De tanto pedir a Iansã mudar os ares, o vento levou cada parte da minha família para uma cidade. Eu, a

lá Dom Pedro, resolvi dar meu grito de independência e ficar em Curitiba, disposta a começar um novo

capítulo sem pai e mãe, irmão e cachorrinhos.

Eis que em meados de 2015 demos início a uma chata e cansativa busca pelo apartamento perfeito para

o meu Grito do Ipiranga. Dois meses depois, já não buscávamos um apartamento perfeito, mas um

apartamento legal. Quatro meses depois, só buscávamos um apartamento.

Para o meu desapontamento, nada servia. Quando o apartamento era bacana, o orçamento não

permitia. Quando o preço era bacana, eu precisaria locar o apartamento do lado para caber as minhas

coisas… assim fomos.

Meus pais seguiram e deram início a uma nova jornada em Florianópolis no final de outubro. Eu, ainda

sem ter uma casa para chamar de minha, fui morar na casa de uma amiga que tinha quartos sobrando.

Certa da minha decisão de que seguiria só em Curitiba, apeguei-me ainda mais aos guias, pedindo

aquela ajudinha pra não fosse tão difícil, sabe como é…. O Caboclo Kariri sempre perguntava:

– Já encontrou sua oca, filha?

– Não, meu Pai, ainda não.

– Vamos resolver.

Era sempre a mesma e certeira resposta. E saía ele, com aquele inconfundível sorriso de quem nunca

deixa um filho só. Segura de que estava bem cuidada, parei de sofrer por isso e fui sofrer por alguma

outra coisinha (como sofrem essas filhas de Iemanjá, não?).

Mais ou menos um mês após a partida dos meus pais, eu estava com uma saudade imensa de casa. Na

segunda feira tinha gira de boiadeiros. Eu, que já invariavelmente bato ponto na assistência de segunda,

não precisava de mais motivos para ir até lá, afinal de contas, os boiadeiros sabem bem dessa tal

saudade da família.

Acontece que nesse dia, a Mãe Lucília decidiu que os médiuns de toco dariam consulta com Ogum na

primeira parte.
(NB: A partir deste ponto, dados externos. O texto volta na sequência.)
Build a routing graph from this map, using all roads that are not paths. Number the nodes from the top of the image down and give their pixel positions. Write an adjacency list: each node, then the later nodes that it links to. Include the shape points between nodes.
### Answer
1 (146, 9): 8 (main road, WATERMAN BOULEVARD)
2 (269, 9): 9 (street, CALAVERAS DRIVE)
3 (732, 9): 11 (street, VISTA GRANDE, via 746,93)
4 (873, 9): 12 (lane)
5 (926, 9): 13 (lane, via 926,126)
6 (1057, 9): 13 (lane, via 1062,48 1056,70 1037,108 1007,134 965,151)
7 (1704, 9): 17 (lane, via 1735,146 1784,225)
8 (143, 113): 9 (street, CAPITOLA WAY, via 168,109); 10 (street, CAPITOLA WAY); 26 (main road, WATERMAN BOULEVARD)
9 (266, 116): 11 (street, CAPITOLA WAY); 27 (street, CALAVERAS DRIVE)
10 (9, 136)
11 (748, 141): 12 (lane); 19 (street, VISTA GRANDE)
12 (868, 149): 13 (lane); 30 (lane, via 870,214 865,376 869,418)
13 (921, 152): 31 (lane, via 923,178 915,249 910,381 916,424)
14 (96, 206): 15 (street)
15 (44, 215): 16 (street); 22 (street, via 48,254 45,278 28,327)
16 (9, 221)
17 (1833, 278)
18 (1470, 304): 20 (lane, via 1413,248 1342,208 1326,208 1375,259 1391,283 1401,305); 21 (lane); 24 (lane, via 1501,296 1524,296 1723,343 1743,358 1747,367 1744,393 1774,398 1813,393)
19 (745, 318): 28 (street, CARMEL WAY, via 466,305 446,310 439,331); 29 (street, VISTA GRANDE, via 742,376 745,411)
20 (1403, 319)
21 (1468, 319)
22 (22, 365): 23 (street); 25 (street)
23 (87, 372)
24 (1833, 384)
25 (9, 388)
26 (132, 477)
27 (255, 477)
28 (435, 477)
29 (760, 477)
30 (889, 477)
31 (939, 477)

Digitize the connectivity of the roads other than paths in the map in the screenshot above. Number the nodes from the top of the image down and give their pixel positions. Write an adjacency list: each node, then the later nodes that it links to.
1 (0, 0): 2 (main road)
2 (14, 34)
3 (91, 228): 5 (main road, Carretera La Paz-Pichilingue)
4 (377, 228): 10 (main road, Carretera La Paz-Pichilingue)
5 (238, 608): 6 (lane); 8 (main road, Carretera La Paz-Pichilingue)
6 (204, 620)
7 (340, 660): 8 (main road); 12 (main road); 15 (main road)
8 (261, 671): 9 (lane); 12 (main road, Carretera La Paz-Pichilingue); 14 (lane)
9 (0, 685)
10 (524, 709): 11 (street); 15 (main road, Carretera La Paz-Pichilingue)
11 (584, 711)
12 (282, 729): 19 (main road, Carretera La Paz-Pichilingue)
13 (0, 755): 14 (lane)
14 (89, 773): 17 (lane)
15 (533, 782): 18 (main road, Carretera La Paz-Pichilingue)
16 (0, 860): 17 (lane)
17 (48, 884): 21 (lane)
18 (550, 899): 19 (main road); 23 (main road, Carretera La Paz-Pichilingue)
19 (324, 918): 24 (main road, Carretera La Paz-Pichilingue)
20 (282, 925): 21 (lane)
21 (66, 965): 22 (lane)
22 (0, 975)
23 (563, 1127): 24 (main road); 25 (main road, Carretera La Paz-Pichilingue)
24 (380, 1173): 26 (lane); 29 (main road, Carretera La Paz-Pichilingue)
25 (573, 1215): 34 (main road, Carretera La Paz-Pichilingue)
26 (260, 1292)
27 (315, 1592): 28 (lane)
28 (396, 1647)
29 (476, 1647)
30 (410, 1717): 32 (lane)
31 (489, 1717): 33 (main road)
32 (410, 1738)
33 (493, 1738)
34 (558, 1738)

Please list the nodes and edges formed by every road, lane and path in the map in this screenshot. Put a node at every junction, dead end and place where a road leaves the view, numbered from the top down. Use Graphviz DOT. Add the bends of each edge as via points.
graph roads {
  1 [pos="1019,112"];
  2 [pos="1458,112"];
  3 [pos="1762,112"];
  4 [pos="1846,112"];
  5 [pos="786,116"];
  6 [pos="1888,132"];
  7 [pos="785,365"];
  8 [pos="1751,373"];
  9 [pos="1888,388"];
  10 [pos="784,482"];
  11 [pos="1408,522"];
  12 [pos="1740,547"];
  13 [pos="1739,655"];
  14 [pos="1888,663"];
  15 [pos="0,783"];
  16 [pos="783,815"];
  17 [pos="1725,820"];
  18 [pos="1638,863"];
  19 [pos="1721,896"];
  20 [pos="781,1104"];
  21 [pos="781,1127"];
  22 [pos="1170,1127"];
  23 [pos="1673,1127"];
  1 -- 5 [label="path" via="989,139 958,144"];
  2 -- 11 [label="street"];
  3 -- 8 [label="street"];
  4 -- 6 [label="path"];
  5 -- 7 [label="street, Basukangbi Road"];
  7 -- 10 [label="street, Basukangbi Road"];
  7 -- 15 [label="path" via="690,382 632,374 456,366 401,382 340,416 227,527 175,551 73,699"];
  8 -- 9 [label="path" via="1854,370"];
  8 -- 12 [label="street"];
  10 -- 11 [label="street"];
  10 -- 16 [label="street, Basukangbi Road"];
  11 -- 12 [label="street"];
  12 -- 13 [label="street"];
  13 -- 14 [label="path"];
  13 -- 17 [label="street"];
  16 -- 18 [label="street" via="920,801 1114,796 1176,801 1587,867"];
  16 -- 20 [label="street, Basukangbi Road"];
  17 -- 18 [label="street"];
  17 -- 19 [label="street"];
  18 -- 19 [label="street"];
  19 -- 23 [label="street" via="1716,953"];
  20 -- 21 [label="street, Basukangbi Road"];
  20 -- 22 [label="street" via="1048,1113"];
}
Quando vi, estava sentada na frente de um Caboclo de Ogum, incorporado em um

querido amigo que sabia o que estava acontecendo na minha vida.

Não falei muito mas logo acabamos chegando ao assunto da “minha oca”. Ele me pediu que fechasse os

olhos e começou a trabalhar. Quando abri os olhos novamente, ele me deu uma vela, com uma concha

atravessada. Disse que eu logo ia achar o meu apartamento, e quando achasse, nem precisaria vê-lo, eu

já saberia onde iria morar. Era só acender a vela para ele e sair para assinar o contrato.

Como poderia? Desconfiada, agradeci e fui embora. Fiquei meio contrariada, mas, por via das dúvidas,

deixei a vela no “porta trecos” do carro, vai que passava pelo apartamento na saída do terreiro?

Uns 10 dias depois disso, fui convidada pela minha chefe, que é minha grande amiga, a jantar em sua

casa. Como eu estava morando em Santa Felicidade e ela no Bacacheri, me convidou para dormir lá,

para que eu não voltasse sozinha a noite. No outro dia, sairíamos cedo para ir trabalhar. Aceitei. Ela me

mostrou seu apartamento, jantamos, conversamos, foi uma noite ótima. Dormi muito bem. Quando

acordei, na manhã seguinte, pensei “Puxa, que predinho simpático! Que lugar bacana! Bem que eu

poderia achar alguma coisa parecida com isso…”.

Exatamente uma semana depois, minha chefe me contou que o apartamento debaixo do dela estava

disponível para locação. Ligamos para a imobiliária. Agendamos visita para o dia seguinte. Quando

entrei pelo portão, já não precisava mais olhar o apartamento. Era aquele. Falei que não precisava mais

vê-lo, mas por insistência e curiosidade da minha chefe, acabamos subindo. O corretor foi muito direto

“Luciana, você vai mesmo ficar com o apartamento? Na verdade eu ia alugar esse apartamento para

uma outra moça. Marcamos amanhã as 10h na imobiliária, mas eu não gostei muito dela. Já você,

parece que será muito feliz aqui dentro. Pode me dar certeza?”. Dei certeza. As coisas aconteceram em

minutos. Assinamos o contrato. Acendi a vela. Fiz a mudança.

Lá se foram quase cinco meses na “minha oca”. Salve todos os Oguns que trabalharam… Ogunhê!